(Records drawn from a dataset)
== Segment start ==
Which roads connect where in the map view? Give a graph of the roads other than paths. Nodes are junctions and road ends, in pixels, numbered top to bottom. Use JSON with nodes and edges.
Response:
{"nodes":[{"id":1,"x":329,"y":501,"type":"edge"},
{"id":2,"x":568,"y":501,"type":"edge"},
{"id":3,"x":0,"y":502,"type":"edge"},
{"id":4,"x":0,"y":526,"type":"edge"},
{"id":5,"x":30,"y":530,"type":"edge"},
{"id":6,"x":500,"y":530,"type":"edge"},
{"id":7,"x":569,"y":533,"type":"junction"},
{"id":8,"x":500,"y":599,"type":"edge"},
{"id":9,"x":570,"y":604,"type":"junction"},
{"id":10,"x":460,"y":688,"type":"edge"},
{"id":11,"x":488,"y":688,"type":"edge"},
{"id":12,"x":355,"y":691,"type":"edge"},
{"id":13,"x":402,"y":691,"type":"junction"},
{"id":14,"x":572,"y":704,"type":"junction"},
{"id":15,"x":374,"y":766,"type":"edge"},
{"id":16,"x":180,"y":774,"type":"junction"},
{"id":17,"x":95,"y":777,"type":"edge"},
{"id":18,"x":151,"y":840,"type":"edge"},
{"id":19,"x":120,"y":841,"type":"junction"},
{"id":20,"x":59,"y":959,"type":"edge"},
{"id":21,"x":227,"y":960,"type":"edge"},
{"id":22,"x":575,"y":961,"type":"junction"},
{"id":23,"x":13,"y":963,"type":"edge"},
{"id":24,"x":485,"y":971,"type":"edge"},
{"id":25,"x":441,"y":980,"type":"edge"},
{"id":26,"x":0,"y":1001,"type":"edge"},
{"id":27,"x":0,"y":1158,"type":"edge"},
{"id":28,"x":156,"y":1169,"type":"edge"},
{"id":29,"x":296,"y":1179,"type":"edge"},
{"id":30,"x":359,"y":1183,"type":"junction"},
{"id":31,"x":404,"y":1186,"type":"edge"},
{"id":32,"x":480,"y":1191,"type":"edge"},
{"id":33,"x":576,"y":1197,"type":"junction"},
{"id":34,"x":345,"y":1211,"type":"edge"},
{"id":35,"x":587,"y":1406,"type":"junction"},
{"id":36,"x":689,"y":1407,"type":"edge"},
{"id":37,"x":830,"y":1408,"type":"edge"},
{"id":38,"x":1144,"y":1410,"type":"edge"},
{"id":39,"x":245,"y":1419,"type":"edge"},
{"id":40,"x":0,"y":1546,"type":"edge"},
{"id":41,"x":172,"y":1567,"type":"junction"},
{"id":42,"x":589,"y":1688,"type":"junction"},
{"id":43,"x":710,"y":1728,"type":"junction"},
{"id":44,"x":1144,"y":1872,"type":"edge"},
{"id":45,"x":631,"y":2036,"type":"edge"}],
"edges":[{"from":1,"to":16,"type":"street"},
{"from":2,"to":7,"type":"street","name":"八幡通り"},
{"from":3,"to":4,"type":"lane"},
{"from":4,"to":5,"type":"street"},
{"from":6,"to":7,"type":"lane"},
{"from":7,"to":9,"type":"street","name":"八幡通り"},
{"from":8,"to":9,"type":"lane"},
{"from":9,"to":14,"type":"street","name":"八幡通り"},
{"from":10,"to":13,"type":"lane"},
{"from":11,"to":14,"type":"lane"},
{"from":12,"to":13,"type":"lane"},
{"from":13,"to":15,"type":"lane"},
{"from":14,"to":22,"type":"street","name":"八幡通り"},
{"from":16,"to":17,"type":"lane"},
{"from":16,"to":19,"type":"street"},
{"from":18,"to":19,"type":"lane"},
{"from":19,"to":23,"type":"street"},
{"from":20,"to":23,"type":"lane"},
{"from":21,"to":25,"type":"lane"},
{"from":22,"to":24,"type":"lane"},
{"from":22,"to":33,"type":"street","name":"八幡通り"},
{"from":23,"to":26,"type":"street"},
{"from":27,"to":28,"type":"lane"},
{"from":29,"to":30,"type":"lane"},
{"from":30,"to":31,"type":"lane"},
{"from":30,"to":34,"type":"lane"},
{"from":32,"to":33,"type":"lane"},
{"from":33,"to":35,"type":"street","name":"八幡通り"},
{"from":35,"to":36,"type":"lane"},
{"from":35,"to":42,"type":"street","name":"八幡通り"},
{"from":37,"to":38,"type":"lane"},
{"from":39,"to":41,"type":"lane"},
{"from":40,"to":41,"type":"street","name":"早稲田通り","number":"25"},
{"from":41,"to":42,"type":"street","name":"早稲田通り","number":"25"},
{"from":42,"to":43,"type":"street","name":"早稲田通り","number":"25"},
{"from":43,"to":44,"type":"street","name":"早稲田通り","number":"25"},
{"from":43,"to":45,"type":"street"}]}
== Segment end ==
■ Required action ■
Extract all of the data above and output it character for character.

■ Exercise answer ■
Which roads connect where in the map view? Give a graph of the roads other than paths. Nodes are junctions and road ends, in pixels, numbered top to bottom. Use JSON with nodes and edges.
Response:
{"nodes":[{"id":1,"x":329,"y":501,"type":"edge"},
{"id":2,"x":568,"y":501,"type":"edge"},
{"id":3,"x":0,"y":502,"type":"edge"},
{"id":4,"x":0,"y":526,"type":"edge"},
{"id":5,"x":30,"y":530,"type":"edge"},
{"id":6,"x":500,"y":530,"type":"edge"},
{"id":7,"x":569,"y":533,"type":"junction"},
{"id":8,"x":500,"y":599,"type":"edge"},
{"id":9,"x":570,"y":604,"type":"junction"},
{"id":10,"x":460,"y":688,"type":"edge"},
{"id":11,"x":488,"y":688,"type":"edge"},
{"id":12,"x":355,"y":691,"type":"edge"},
{"id":13,"x":402,"y":691,"type":"junction"},
{"id":14,"x":572,"y":704,"type":"junction"},
{"id":15,"x":374,"y":766,"type":"edge"},
{"id":16,"x":180,"y":774,"type":"junction"},
{"id":17,"x":95,"y":777,"type":"edge"},
{"id":18,"x":151,"y":840,"type":"edge"},
{"id":19,"x":120,"y":841,"type":"junction"},
{"id":20,"x":59,"y":959,"type":"edge"},
{"id":21,"x":227,"y":960,"type":"edge"},
{"id":22,"x":575,"y":961,"type":"junction"},
{"id":23,"x":13,"y":963,"type":"edge"},
{"id":24,"x":485,"y":971,"type":"edge"},
{"id":25,"x":441,"y":980,"type":"edge"},
{"id":26,"x":0,"y":1001,"type":"edge"},
{"id":27,"x":0,"y":1158,"type":"edge"},
{"id":28,"x":156,"y":1169,"type":"edge"},
{"id":29,"x":296,"y":1179,"type":"edge"},
{"id":30,"x":359,"y":1183,"type":"junction"},
{"id":31,"x":404,"y":1186,"type":"edge"},
{"id":32,"x":480,"y":1191,"type":"edge"},
{"id":33,"x":576,"y":1197,"type":"junction"},
{"id":34,"x":345,"y":1211,"type":"edge"},
{"id":35,"x":587,"y":1406,"type":"junction"},
{"id":36,"x":689,"y":1407,"type":"edge"},
{"id":37,"x":830,"y":1408,"type":"edge"},
{"id":38,"x":1144,"y":1410,"type":"edge"},
{"id":39,"x":245,"y":1419,"type":"edge"},
{"id":40,"x":0,"y":1546,"type":"edge"},
{"id":41,"x":172,"y":1567,"type":"junction"},
{"id":42,"x":589,"y":1688,"type":"junction"},
{"id":43,"x":710,"y":1728,"type":"junction"},
{"id":44,"x":1144,"y":1872,"type":"edge"},
{"id":45,"x":631,"y":2036,"type":"edge"}],
"edges":[{"from":1,"to":16,"type":"street"},
{"from":2,"to":7,"type":"street","name":"八幡通り"},
{"from":3,"to":4,"type":"lane"},
{"from":4,"to":5,"type":"street"},
{"from":6,"to":7,"type":"lane"},
{"from":7,"to":9,"type":"street","name":"八幡通り"},
{"from":8,"to":9,"type":"lane"},
{"from":9,"to":14,"type":"street","name":"八幡通り"},
{"from":10,"to":13,"type":"lane"},
{"from":11,"to":14,"type":"lane"},
{"from":12,"to":13,"type":"lane"},
{"from":13,"to":15,"type":"lane"},
{"from":14,"to":22,"type":"street","name":"八幡通り"},
{"from":16,"to":17,"type":"lane"},
{"from":16,"to":19,"type":"street"},
{"from":18,"to":19,"type":"lane"},
{"from":19,"to":23,"type":"street"},
{"from":20,"to":23,"type":"lane"},
{"from":21,"to":25,"type":"lane"},
{"from":22,"to":24,"type":"lane"},
{"from":22,"to":33,"type":"street","name":"八幡通り"},
{"from":23,"to":26,"type":"street"},
{"from":27,"to":28,"type":"lane"},
{"from":29,"to":30,"type":"lane"},
{"from":30,"to":31,"type":"lane"},
{"from":30,"to":34,"type":"lane"},
{"from":32,"to":33,"type":"lane"},
{"from":33,"to":35,"type":"street","name":"八幡通り"},
{"from":35,"to":36,"type":"lane"},
{"from":35,"to":42,"type":"street","name":"八幡通り"},
{"from":37,"to":38,"type":"lane"},
{"from":39,"to":41,"type":"lane"},
{"from":40,"to":41,"type":"street","name":"早稲田通り","number":"25"},
{"from":41,"to":42,"type":"street","name":"早稲田通り","number":"25"},
{"from":42,"to":43,"type":"street","name":"早稲田通り","number":"25"},
{"from":43,"to":44,"type":"street","name":"早稲田通り","number":"25"},
{"from":43,"to":45,"type":"street"}]}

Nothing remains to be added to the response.